用百度搜索“云计算”,有970万条记录,搜索“大数据”,有922万条记录,而搜索“IT服务管理”和“IT运维”,记录数分别只有186万和46万条,这从侧面反映了一个事实,云计算和大数据更受追捧,IT服务管理遭到冷遇,殊不知,IT服务管理不达标,云计算和大数据的落地就被捏住了命门。
东华软件在IT服务管理领域耕耘超过十年,深谙传统IT的奇经八脉,为数以千计的行业大客户精细化IT管理,释放信息化生产力。当行业信息化步入云计算和大数据时代,早有准备的东华软件携旗下“东华网智”品牌,剑指云时代的IT服务管理。
【东华网智新LOGO】
那么云计算和大数据背景下,IT服务管理面临哪些挑战,东华网智又是如何应对的呢?
【面向行业云的精细化IT服务管理】
IT应用系统爆发式增长的挑战
云计算催生了应用系统和软件的爆发式增长,在传统IT应用基础上,SaaS应用、移动应用层出不穷,如何对通过高效的IT服务流程来保障海量应用系统的交付体验,成为摆在每位CIO面前的难题,东华网智基于新一代IT服务管理平台,将信息化全业务流程打通,针对海量业务应用,提供业务视图管理、业务进程管理、业务关联性分析和应用模拟体验等功能,通过业务视图管理可以直观的查看到引起业务中断的故障点和业务使用性能瓶颈,业务进程管理可以有效地避免进程宕机、进程僵死,业务关联性分析通过预先定义业务与IT设备间的依赖关系,分析IT设备故障对整个业务系统的影响范围,并可立即查看与该业务相关的关联事件与动作,提高管理人员的工作效率,减少业务停顿时间,提高业务系统可用性。

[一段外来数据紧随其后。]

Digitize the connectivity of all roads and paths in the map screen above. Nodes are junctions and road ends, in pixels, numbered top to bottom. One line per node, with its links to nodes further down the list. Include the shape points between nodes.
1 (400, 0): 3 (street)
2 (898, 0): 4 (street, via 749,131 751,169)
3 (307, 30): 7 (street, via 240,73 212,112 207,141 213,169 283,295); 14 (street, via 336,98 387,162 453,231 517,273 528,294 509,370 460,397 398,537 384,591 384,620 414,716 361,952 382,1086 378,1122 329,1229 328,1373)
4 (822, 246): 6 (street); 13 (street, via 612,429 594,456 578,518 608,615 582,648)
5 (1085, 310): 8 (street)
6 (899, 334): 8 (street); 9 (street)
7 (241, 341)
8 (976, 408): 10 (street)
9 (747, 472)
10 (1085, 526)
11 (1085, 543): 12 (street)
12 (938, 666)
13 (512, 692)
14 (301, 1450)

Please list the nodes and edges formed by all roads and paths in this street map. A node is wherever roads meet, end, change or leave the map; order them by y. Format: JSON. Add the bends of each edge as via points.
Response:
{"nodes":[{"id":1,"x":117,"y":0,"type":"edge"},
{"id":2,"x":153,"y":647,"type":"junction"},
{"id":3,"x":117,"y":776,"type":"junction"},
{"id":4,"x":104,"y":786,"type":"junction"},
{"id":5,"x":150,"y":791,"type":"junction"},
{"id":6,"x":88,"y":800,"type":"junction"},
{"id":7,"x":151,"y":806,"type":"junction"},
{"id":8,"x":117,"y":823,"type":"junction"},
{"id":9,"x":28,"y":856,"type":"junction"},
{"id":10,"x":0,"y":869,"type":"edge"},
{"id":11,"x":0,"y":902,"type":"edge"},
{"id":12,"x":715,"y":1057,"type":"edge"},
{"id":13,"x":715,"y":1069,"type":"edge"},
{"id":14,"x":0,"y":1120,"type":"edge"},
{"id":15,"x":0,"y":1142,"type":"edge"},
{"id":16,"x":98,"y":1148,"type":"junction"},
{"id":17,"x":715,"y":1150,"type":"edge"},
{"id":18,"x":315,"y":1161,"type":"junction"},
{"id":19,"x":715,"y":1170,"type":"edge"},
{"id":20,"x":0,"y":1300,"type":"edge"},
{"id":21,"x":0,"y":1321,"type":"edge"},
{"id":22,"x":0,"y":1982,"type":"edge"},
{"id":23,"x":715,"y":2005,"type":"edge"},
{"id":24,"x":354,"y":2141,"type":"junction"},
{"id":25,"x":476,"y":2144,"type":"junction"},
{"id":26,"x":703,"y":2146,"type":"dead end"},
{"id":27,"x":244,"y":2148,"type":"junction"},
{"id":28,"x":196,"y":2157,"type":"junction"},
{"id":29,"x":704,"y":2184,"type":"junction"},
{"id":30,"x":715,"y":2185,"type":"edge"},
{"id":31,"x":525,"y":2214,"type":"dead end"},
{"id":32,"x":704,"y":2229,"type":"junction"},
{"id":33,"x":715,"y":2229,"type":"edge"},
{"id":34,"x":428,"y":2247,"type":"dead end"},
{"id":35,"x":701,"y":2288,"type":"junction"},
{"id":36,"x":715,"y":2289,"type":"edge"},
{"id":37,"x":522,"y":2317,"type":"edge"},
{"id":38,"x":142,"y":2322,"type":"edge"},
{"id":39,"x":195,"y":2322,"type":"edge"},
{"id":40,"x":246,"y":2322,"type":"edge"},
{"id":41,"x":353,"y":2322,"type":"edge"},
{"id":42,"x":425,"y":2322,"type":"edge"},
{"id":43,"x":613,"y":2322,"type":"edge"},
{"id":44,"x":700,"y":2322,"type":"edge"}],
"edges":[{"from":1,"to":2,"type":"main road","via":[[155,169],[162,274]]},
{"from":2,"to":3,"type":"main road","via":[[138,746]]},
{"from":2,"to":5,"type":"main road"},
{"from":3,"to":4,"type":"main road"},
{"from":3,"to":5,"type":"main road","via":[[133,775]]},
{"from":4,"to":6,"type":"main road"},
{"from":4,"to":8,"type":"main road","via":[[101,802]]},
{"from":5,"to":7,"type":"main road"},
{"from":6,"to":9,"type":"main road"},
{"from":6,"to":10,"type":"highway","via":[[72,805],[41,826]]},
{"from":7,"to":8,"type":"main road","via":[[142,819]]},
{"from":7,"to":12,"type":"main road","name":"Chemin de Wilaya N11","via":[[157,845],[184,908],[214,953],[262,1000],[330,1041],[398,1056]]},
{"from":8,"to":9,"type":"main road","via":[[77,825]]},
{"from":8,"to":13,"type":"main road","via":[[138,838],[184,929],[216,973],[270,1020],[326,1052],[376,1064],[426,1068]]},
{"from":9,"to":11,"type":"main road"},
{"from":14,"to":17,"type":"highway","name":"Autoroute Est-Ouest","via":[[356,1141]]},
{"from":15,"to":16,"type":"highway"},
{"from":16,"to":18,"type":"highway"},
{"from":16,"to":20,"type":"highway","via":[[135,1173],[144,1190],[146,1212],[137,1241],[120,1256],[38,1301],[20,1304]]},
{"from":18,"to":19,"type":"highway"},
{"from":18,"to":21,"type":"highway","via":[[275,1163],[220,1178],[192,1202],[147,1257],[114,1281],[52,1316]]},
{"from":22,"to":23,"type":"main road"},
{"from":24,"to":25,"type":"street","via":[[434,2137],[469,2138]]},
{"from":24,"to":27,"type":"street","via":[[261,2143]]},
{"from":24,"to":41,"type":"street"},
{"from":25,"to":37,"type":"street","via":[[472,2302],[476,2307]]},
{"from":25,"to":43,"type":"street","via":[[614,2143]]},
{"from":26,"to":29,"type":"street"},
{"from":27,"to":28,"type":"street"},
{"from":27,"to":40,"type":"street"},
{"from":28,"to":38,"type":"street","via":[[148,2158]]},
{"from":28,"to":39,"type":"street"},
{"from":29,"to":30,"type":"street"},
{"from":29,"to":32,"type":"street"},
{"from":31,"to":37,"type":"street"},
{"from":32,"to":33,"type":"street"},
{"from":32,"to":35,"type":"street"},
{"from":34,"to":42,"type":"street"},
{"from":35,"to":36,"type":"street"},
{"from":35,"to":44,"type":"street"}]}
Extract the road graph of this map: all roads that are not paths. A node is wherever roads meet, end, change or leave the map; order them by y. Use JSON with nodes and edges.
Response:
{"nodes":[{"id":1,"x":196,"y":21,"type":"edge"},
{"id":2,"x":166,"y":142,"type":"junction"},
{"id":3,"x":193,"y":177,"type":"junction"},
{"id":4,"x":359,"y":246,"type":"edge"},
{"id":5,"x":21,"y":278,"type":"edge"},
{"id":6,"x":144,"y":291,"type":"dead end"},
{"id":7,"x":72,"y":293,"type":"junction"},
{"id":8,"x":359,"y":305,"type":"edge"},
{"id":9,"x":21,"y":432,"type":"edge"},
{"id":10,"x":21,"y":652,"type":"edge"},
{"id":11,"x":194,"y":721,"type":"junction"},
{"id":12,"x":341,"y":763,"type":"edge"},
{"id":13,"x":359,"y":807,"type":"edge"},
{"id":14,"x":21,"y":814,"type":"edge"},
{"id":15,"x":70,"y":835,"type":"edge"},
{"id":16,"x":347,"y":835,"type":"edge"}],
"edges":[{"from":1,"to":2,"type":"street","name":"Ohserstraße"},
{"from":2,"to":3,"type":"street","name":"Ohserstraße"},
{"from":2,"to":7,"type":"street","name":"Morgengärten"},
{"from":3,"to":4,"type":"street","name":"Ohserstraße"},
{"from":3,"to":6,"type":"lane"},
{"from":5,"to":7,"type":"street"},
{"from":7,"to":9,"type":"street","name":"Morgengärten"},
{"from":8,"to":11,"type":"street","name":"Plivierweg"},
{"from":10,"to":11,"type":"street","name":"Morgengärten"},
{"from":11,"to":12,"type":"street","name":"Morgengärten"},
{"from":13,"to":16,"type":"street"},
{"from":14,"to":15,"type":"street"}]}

尤其关键的是,东华网智还提供基于用户业务系统监控产品的定制和二次开发服务,满足新应用加入和快速添加的需要。在业务和应用保障层面,网智还提供了专业的流控和应用交付产品,进一步改善业务体验。
海量设备与数据中心管理的挑战
云计算触发了数据中心的建设,各行业云均开始了数据大集中的规划,以前IT管理者面对的是一个“机房”,成十上百的设备,而如今可能需要管理的是多个“数据中心”,成千上万的设备。东华网智早早为这种“跨越式”的机房管理挑战做好了准备,基于三维实时互动引擎技术推出“可视化数据中心”,通过真实环境物理建模,集成资产管理系统、监测管理系统、服务管理系统、资源管理系统,预留动环监控系统、门禁、视频监控系统的接入接口,为数据中心运维管理提供统一的可视化平台,提高设备的故障定位和问题处理的工作效率,结合智能化电子巡检,优化管理模式,提高管理水平,推进无人值守云数据中心建设水平。
安全攻击事件激增、威胁加剧的挑战
云计算使IT世界趋向扁平化,安全威胁的触发成本更低,攻击危害更大,辐射范围更广,传播速度更快,WEB攻击和DDOS激增,APT成为新常态,这使IT服务管理和安全运维面临前所未有的挑战。东华网智适时推出了下一代防火墙、IDS/IPS和WAF,作为安全防御的第一道铁闸,为行业客户增强安全管理信心。面对愈演愈烈的APT攻击,网智IT服务管理和监控管理产品基于大数据技术,对IT全系统日志进行集中处理、关联分析和安全事件建模,为APT防御提供预警和改进建议。
虚拟化系统广泛应用的挑战
虚拟化作为云计算的基础技术,目前得到了广泛应用,在虚拟化技术的帮助下,硬件效率和系统可伸缩性都得到了极大提升,但是却造成了IT管理和监控的盲区:计算虚拟化使服务器的管理难度和负担增加,网络虚拟化让流量的可视化程度降低,存储虚拟化让数据的轨迹更难追踪。东华网智IT服务管理平台针对虚拟化应用提供增强视图进行全面监控,无论计算、网络还是存储,各项数据尽收眼底。
高带宽、高性能处理的挑战
当前,100G网络已经规模化应用,服务器10G网卡成为标配,SSD在存储中的比例不断提升,Intel 14nm处理器蓄势待发……,在速度和性能屡攀新高的背后,是IT运维和管理的不堪重负。东华网智三大利器面对性能挑战:第一、集中+分布式管理,化整为零,将性能压力分而治之,各个击破;第二、利用专用硬件架构+嵌入式OS打造全系列网关产品,单体性能跑赢大市;第三、推出全系列云管理平台,与IT运维管理系统无缝整合,从根本上提升系统伸缩和扩展能力。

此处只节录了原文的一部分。